REQUIREMENT>
In the listing below, find the line containing "Turn the streets". Write out that line and every line after it to the end, exactly and only those.

- - - -

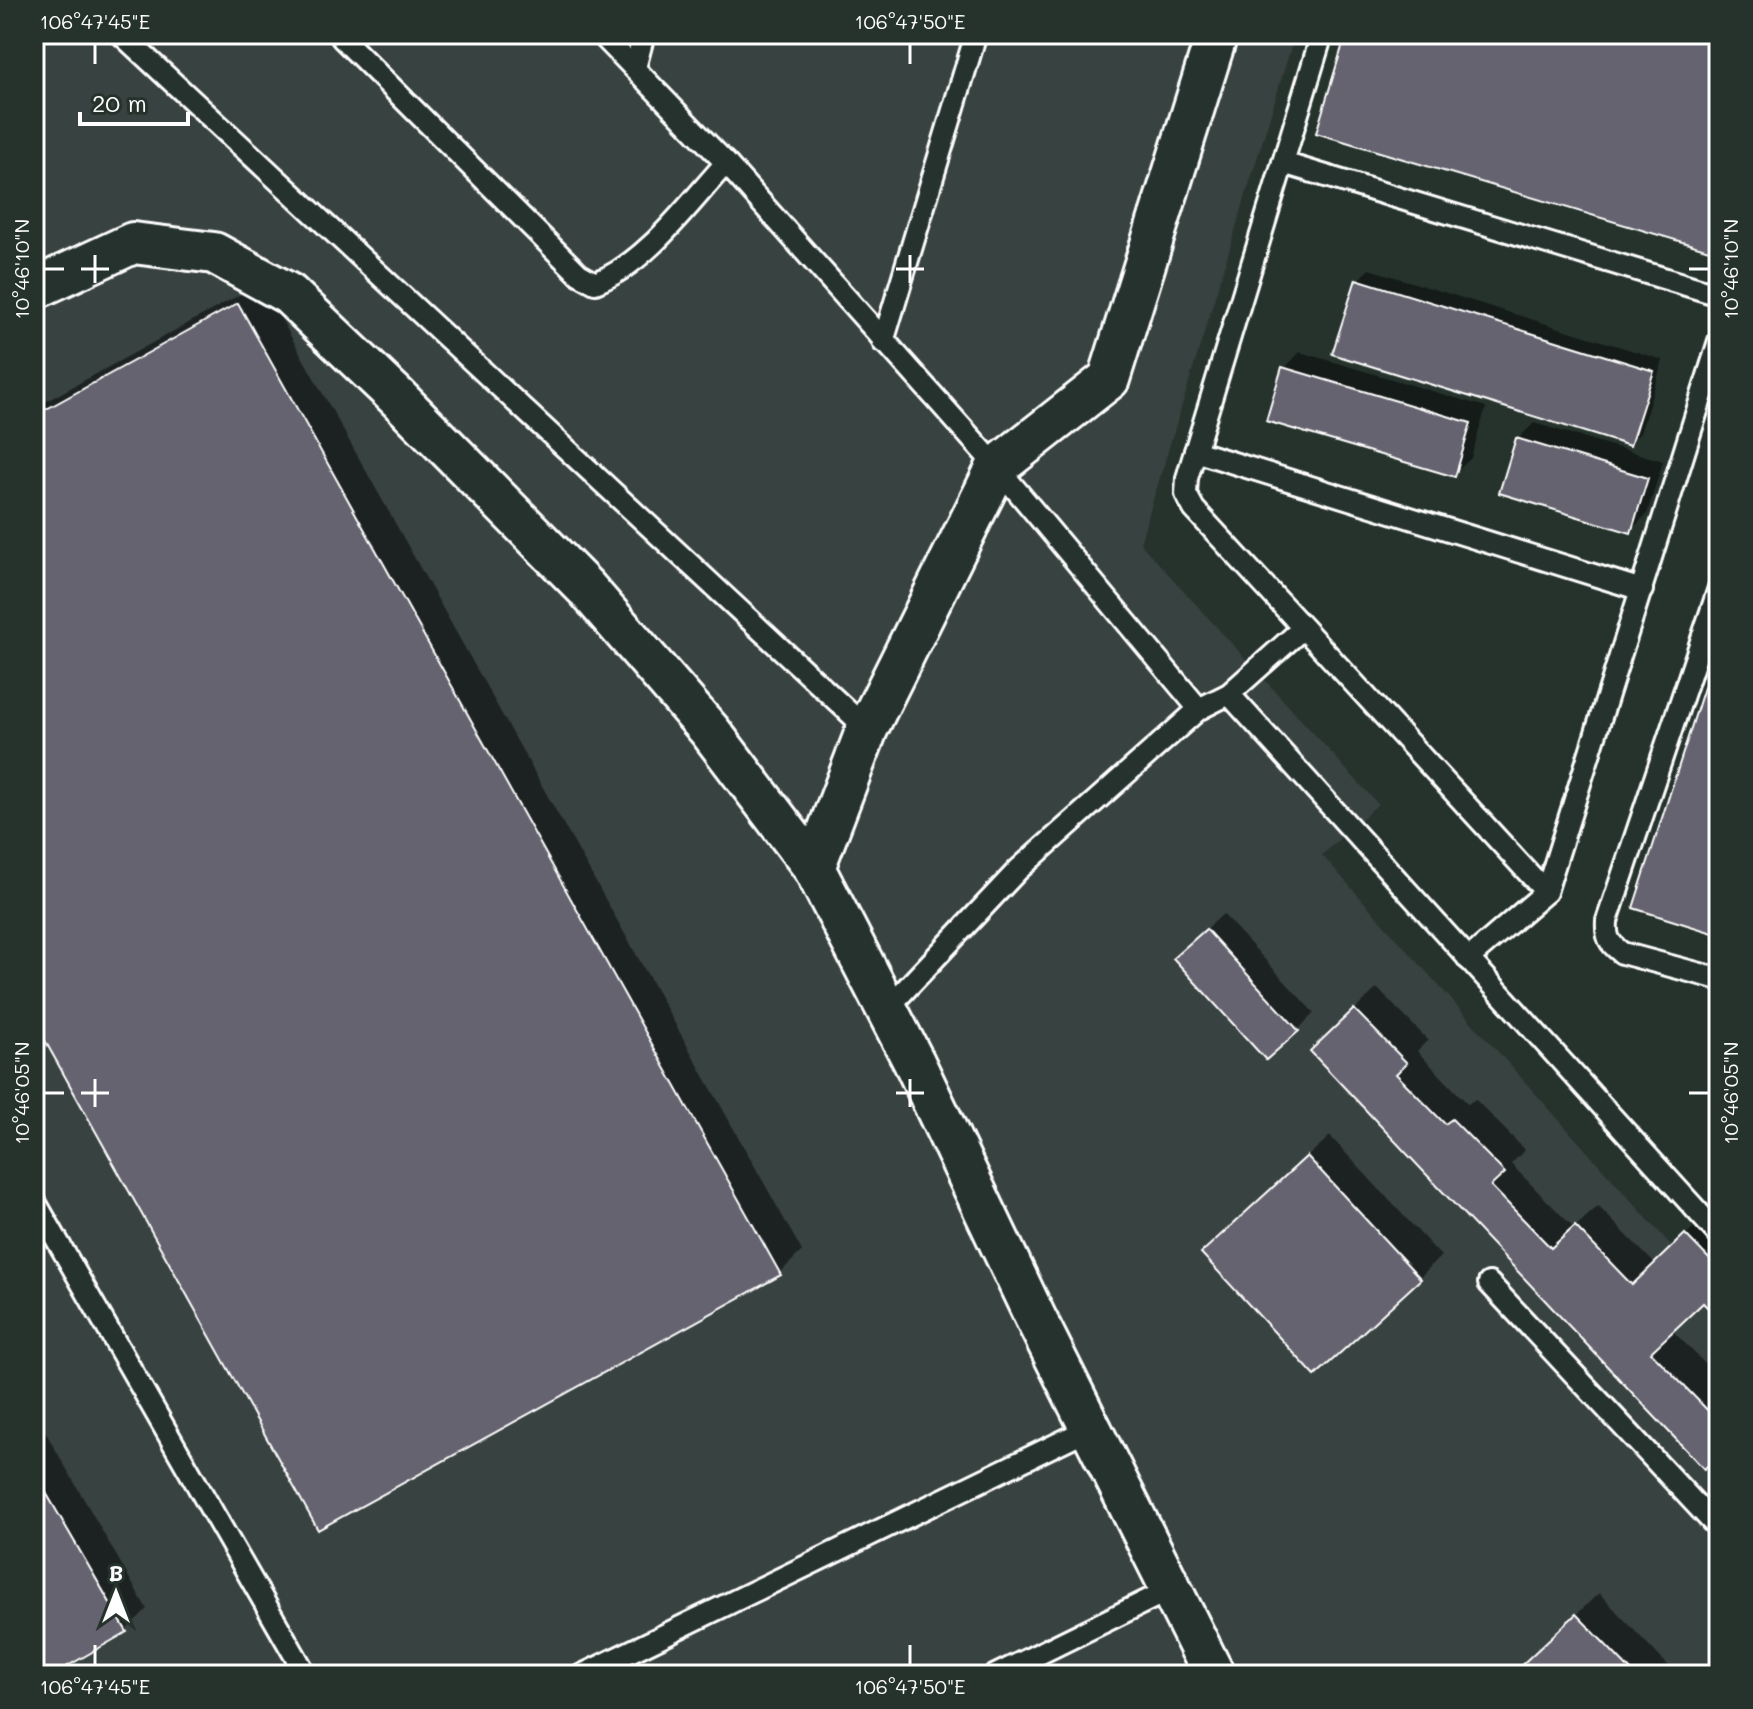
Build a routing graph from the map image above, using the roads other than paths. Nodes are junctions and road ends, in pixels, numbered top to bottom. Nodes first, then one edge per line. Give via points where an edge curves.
1 (121, 34) edge
2 (601, 34) edge
3 (644, 34) edge
4 (976, 34) edge
5 (1217, 34) edge
6 (1322, 34) edge
7 (342, 38) dead end
8 (635, 68) junction
9 (726, 163) junction
10 (1283, 163) junction
11 (34, 289) edge
12 (1719, 295) edge
13 (1719, 341) edge
14 (883, 342) junction
15 (1195, 451) junction
16 (997, 467) junction
17 (1719, 588) edge
18 (1642, 590) junction
19 (1303, 628) junction
20 (1229, 694) junction
21 (1199, 709) junction
22 (867, 729) junction
23 (814, 868) junction
24 (1546, 892) junction
25 (1468, 959) junction
26 (1719, 979) edge
27 (887, 1009) junction
28 (34, 1200) edge
29 (1719, 1235) edge
30 (1489, 1283) dead end
31 (1090, 1428) junction
32 (1719, 1529) edge
33 (1171, 1589) junction
34 (306, 1675) edge
35 (582, 1675) edge
36 (996, 1675) edge
37 (1214, 1675) edge

1 - 22 lane
2 - 8 lane
3 - 8 lane
4 - 14 lane
5 - 16 street via 1109,379
6 - 10 lane
7 - 9 lane via 579,274 595,283 643,253
8 - 9 lane
9 - 14 lane
10 - 12 lane
10 - 15 lane
11 - 23 street via 133,243 214,253 289,294 586,588 710,731
13 - 18 lane
14 - 16 lane
15 - 18 lane
15 - 19 lane via 1186,486 1194,509
16 - 21 lane
16 - 22 street
17 - 26 lane via 1606,936 1622,953
18 - 24 lane
19 - 20 lane
19 - 24 lane
20 - 21 lane
20 - 25 lane
21 - 27 lane via 1018,870
22 - 23 street
23 - 27 street
24 - 25 lane
25 - 29 lane
27 - 31 street
28 - 34 lane
30 - 32 lane
31 - 33 street
31 - 35 lane
33 - 36 lane
33 - 37 street

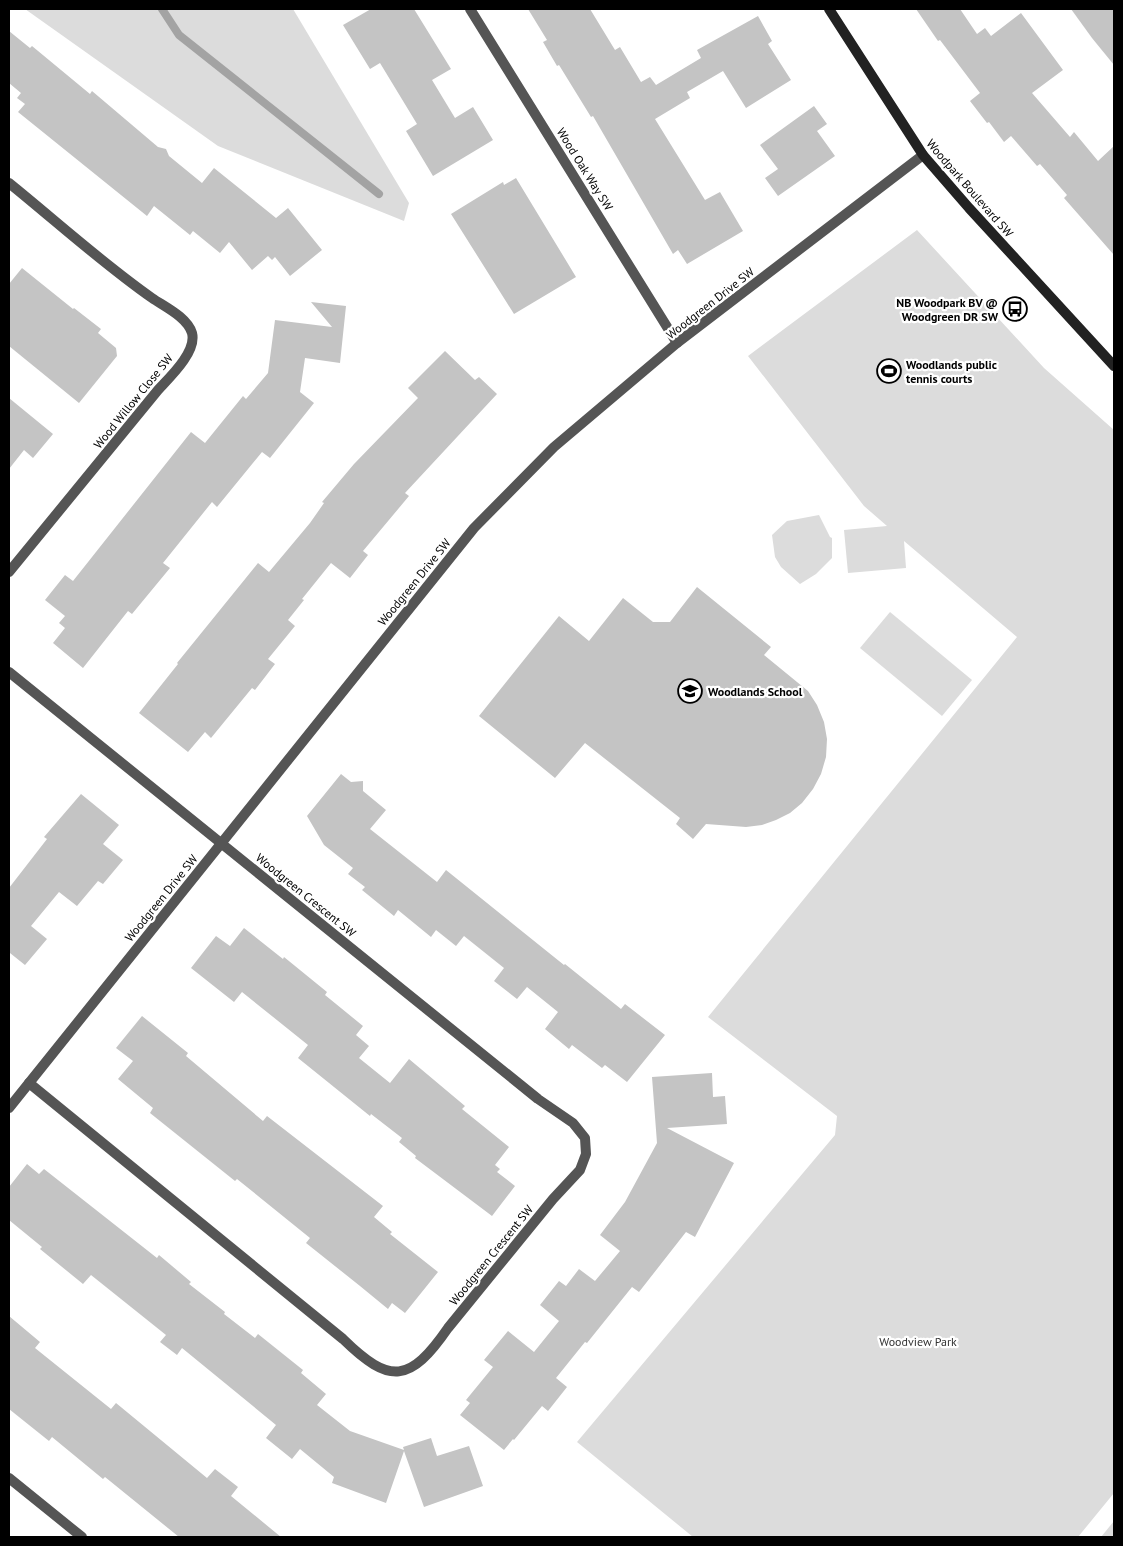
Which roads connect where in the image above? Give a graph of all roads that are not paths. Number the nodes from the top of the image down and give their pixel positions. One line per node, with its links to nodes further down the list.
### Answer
1 (470, 9): 5 (street, Wood Oak Way SW)
2 (829, 9): 3 (street, Woodpark Boulevard SW)
3 (923, 155): 5 (street, Woodgreen Drive SW); 6 (street, Woodpark Boulevard SW)
4 (9, 183): 7 (street, Wood Willow Close SW)
5 (677, 343): 9 (street, Woodgreen Drive SW)
6 (1114, 366)
7 (9, 572)
8 (9, 672): 9 (street)
9 (221, 843): 10 (street, Woodgreen Drive SW); 10 (street, Woodgreen Crescent SW)
10 (29, 1083): 11 (street, Woodgreen Drive SW)
11 (9, 1108)
12 (9, 1478): 13 (street)
13 (82, 1537)

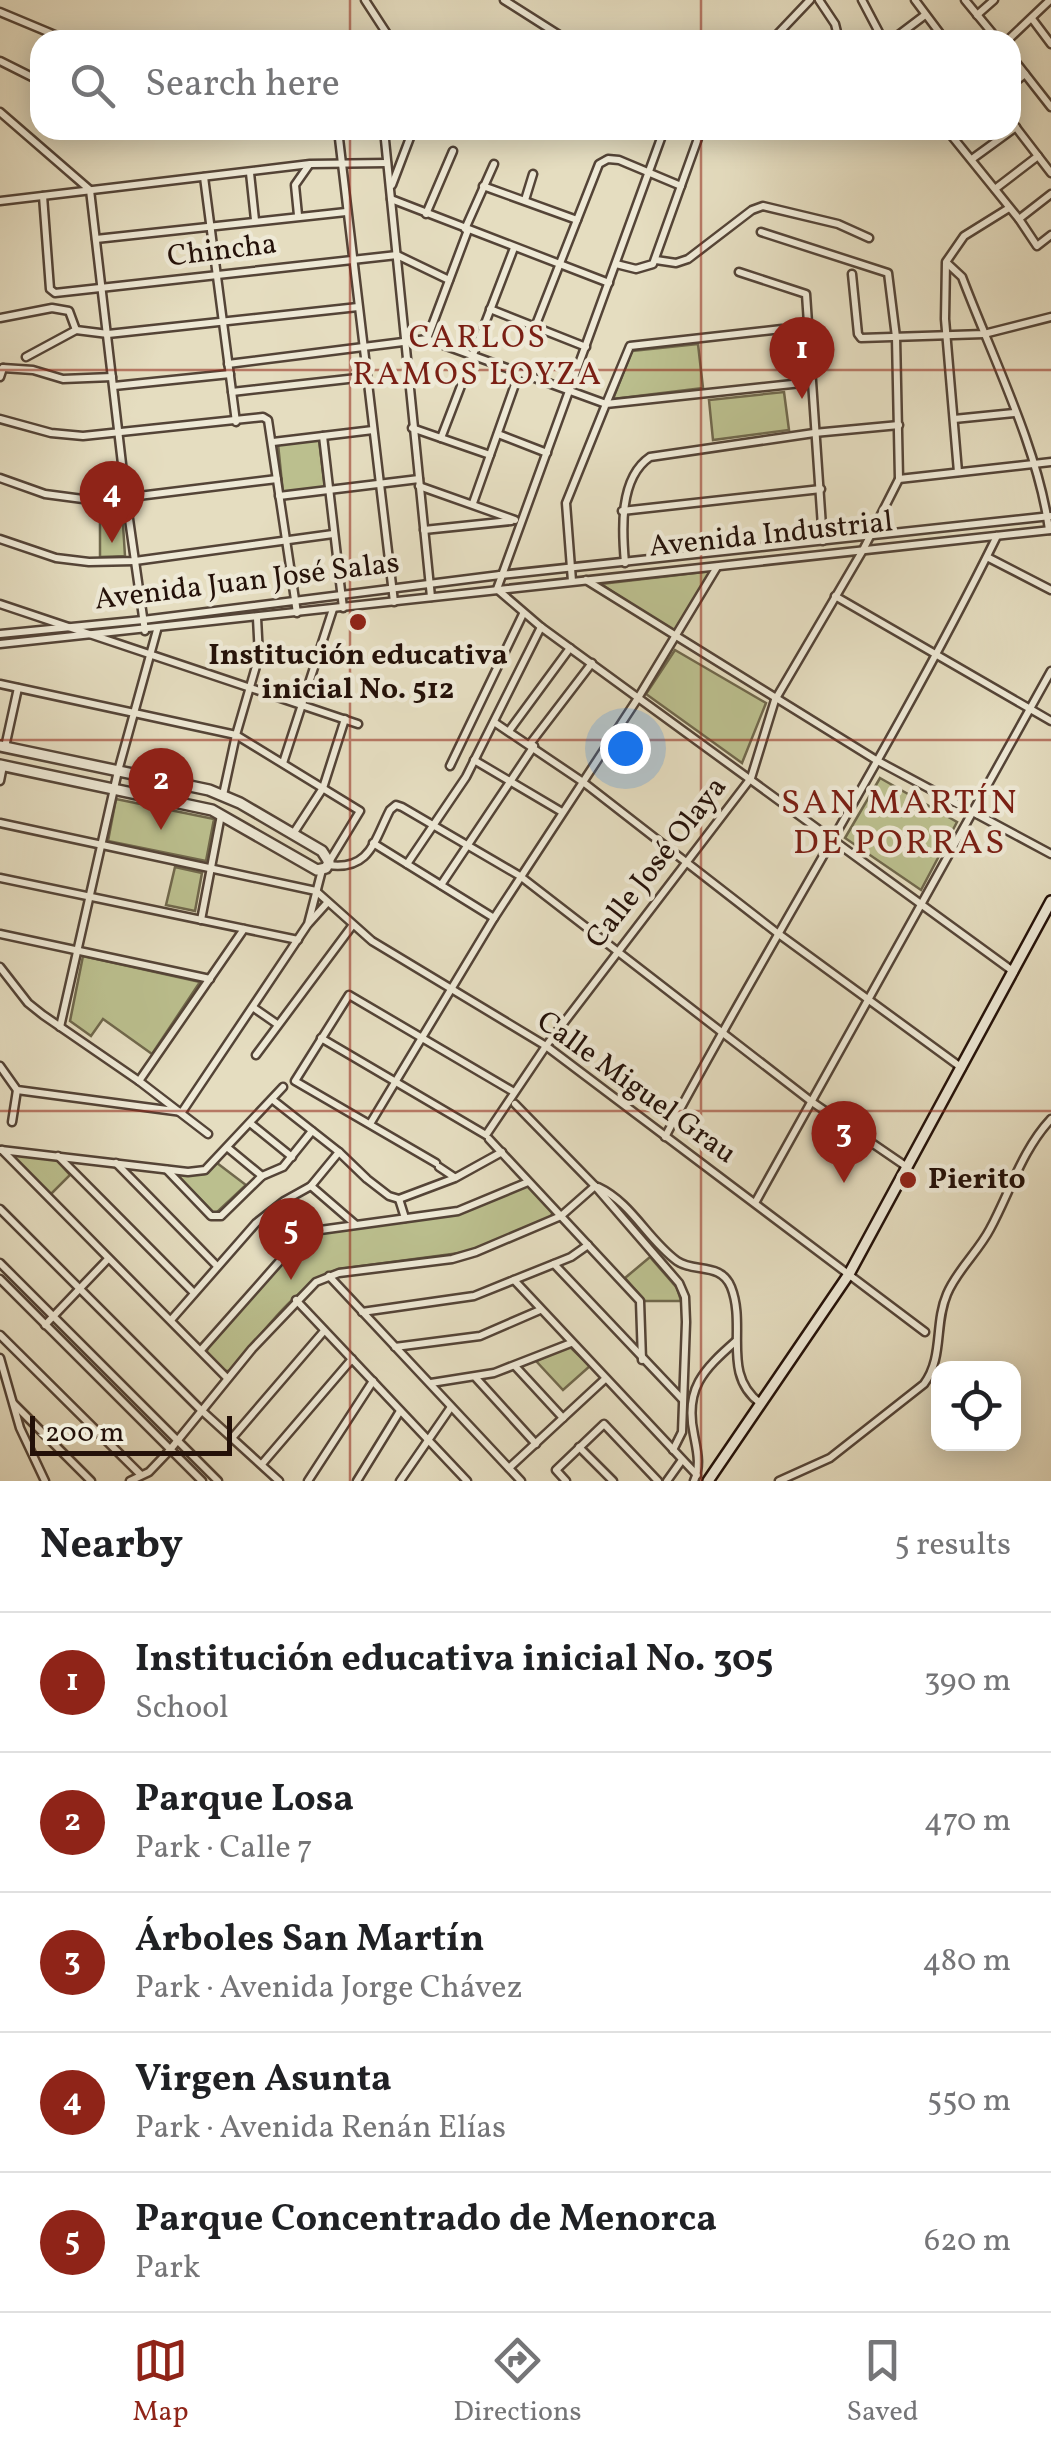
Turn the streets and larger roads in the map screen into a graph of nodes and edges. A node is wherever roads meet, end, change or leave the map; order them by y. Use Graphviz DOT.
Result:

- - - -

RESPONSE AREA>
Turn the streets and larger roads in the map screen into a graph of nodes and edges. A node is wherever roads meet, end, change or leave the map; order them by y. Use Graphviz DOT.
Result:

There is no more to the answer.